I feel so guilty for letting him go even though we'd exhausted all options and meds. He was tired. We did it for him and not what was best for us and let his last days drag on. Still, the guilt is unyeilding.

It suddenly feels very final even though it's been three weeks. The days have slipped away and the nights drag in.

I miss him so much.
I love him so much.

Going into my parent's home and not having him jump on you for kisses and pets, not playing hide and seek with him and play wrestling with him on the floor is crippling. I miss his tricks he loved to show off.
I miss being with him 365 days a year. I miss buying him toys! I miss his quirks and his grumpy ruffs if you didn't do what he wanted right away. I miss him playing with the cat on the lawn.
I miss playing our song which is now unbearable to hear.


Does anyone else struggle at night time with their pet grief?


----------



## Lurcherlad (Jan 5, 2013)

I’m so sorry for your loss 

I have my beloved Jack’s ashes to scatter on the wild daffodils in a nearby copse, but will wait for Spring when they are in bloom and it’s not so gloomy.

I too miss him terribly and think of him all the time but if I wake in the night that’s the worst time … I distract my thoughts with a short spell Googling positive, happy things on my iPhone so I can get back to sleep.

Allow yourself time to grieve but know you did the very best for him… he was lucky to have been so loved and cherished, right to the end.

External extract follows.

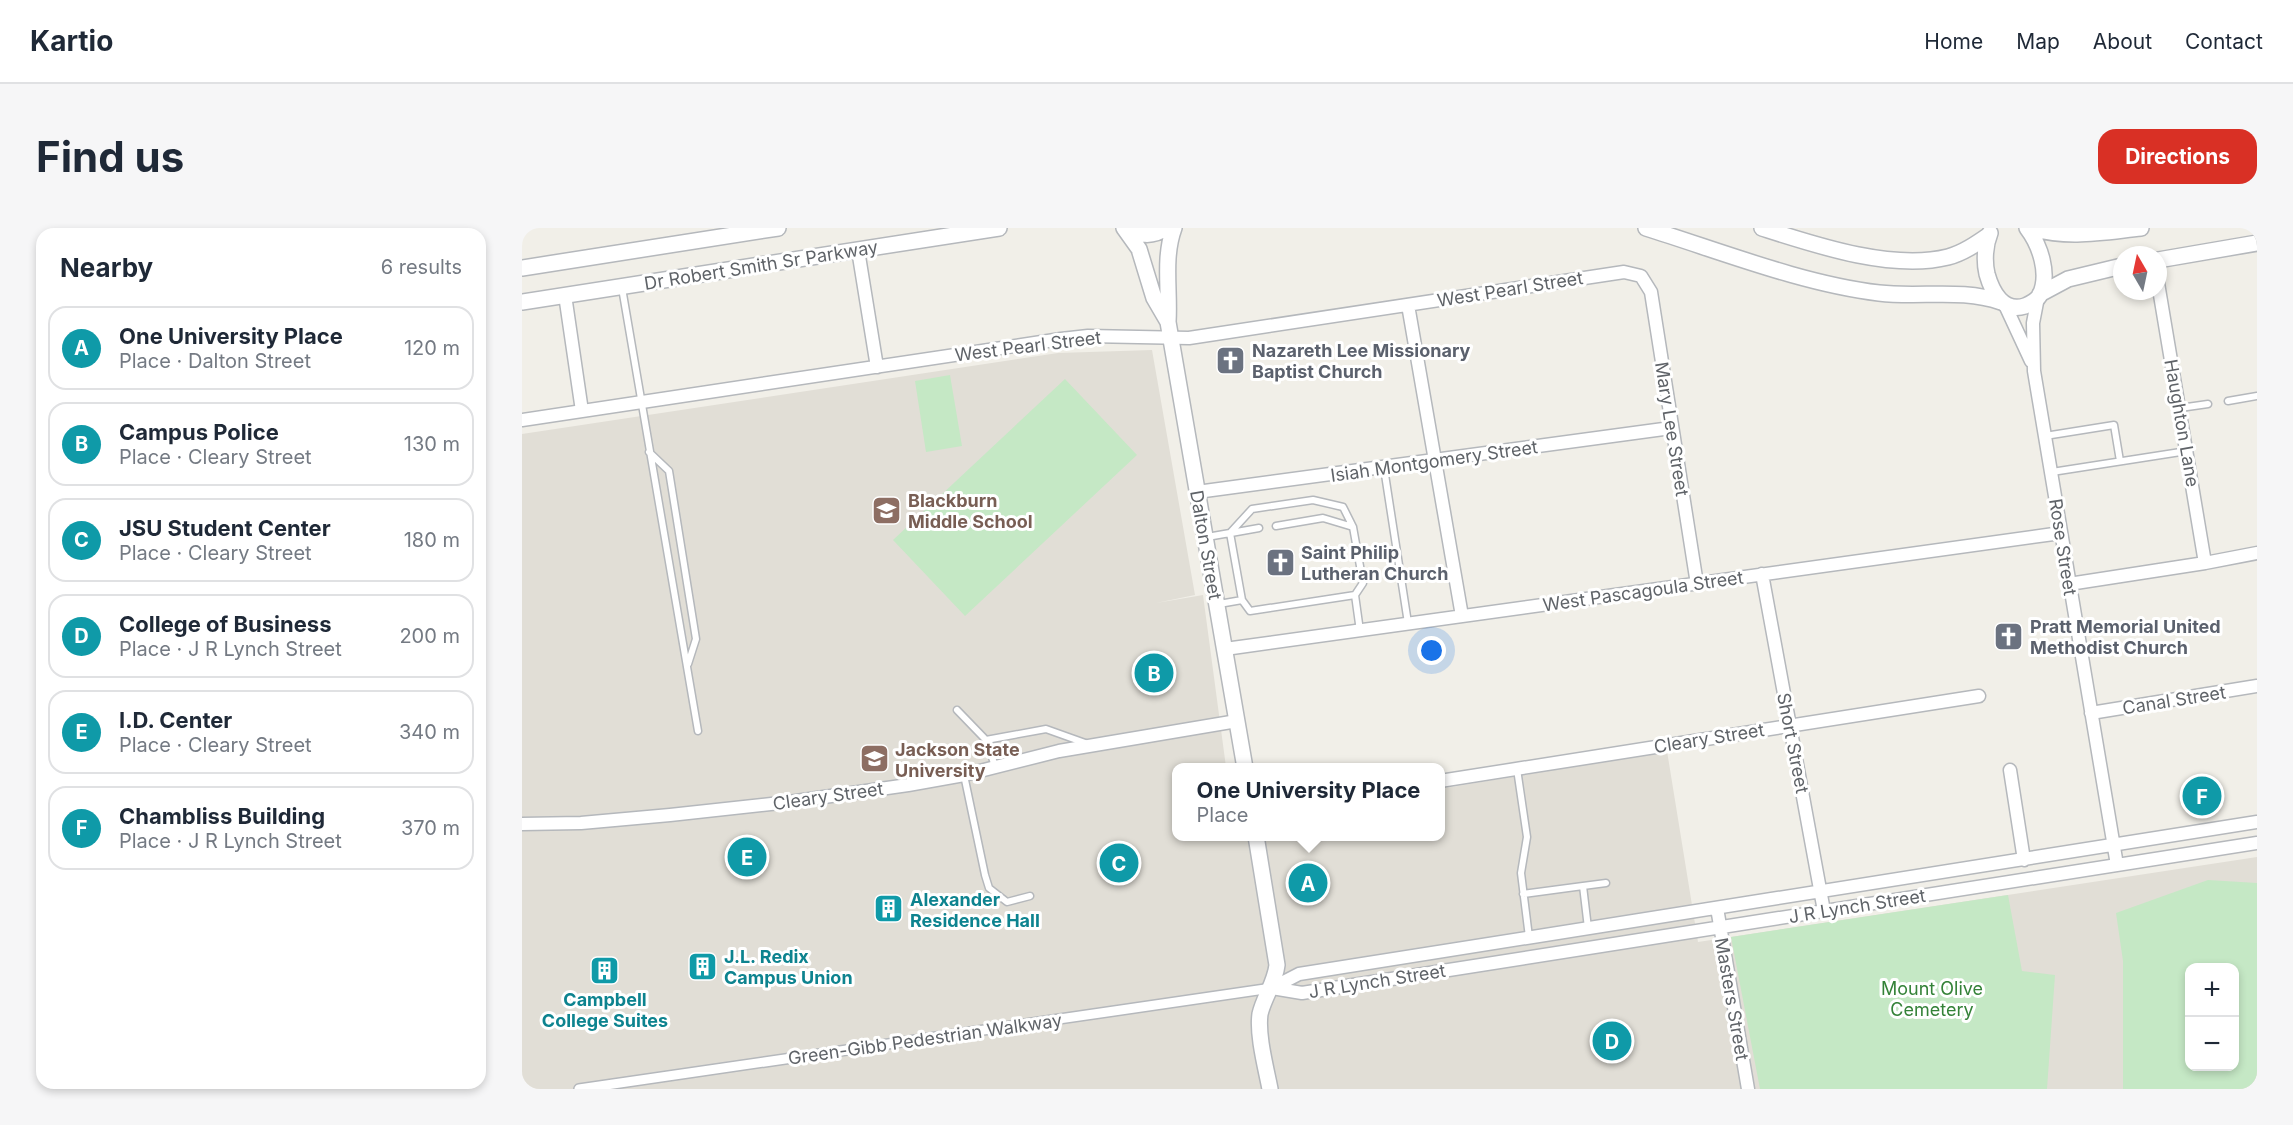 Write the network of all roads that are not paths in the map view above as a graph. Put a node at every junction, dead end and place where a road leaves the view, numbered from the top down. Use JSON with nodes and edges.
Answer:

Time will slowly ease the pain but you will hold him and all your happy memories in your heart forever.

Take care x


----------



## Jomag (Oct 24, 2021)

Lurcherlad said:


> I'm so sorry for your loss
> 
> I have my beloved Jack's ashes to scatter on the wild daffodils in a nearby copse, but will wait for Spring when they are in bloom and it's not so gloomy.
> 
> ...


----------



## Jomag (Oct 24, 2021)

Thats a really good idea about Google happy things! Thank you and sorry for your loss


----------



## Guest (Oct 27, 2021)

Sorry for the loss of your beloved friend. 
Time is a healer.


----------



## Boggins (Dec 23, 2021)

I know my reply is a little late but I do hope things are getting easier for you.
2 nights ago, my gorgeous best friend Bo died unexpectedly in my arms. I am now having those sleeess nights. I doze off and jerk awake as I see him dying in my arms all over again.
Bo was my 6th dog to pass and it gets harder ad I get older, but I know, on time, there is another little soul destined to fill some if the void for a short time on this imperfect planet. 
I hope you have started your recovery from this tragic loss and can only provide hollow words but believe me when I say, it does get easier but it never goes away. I still mourn for all of my lost friends they ate never all that far away, and always allow my room to love a new friend when the time is right. Take care


----------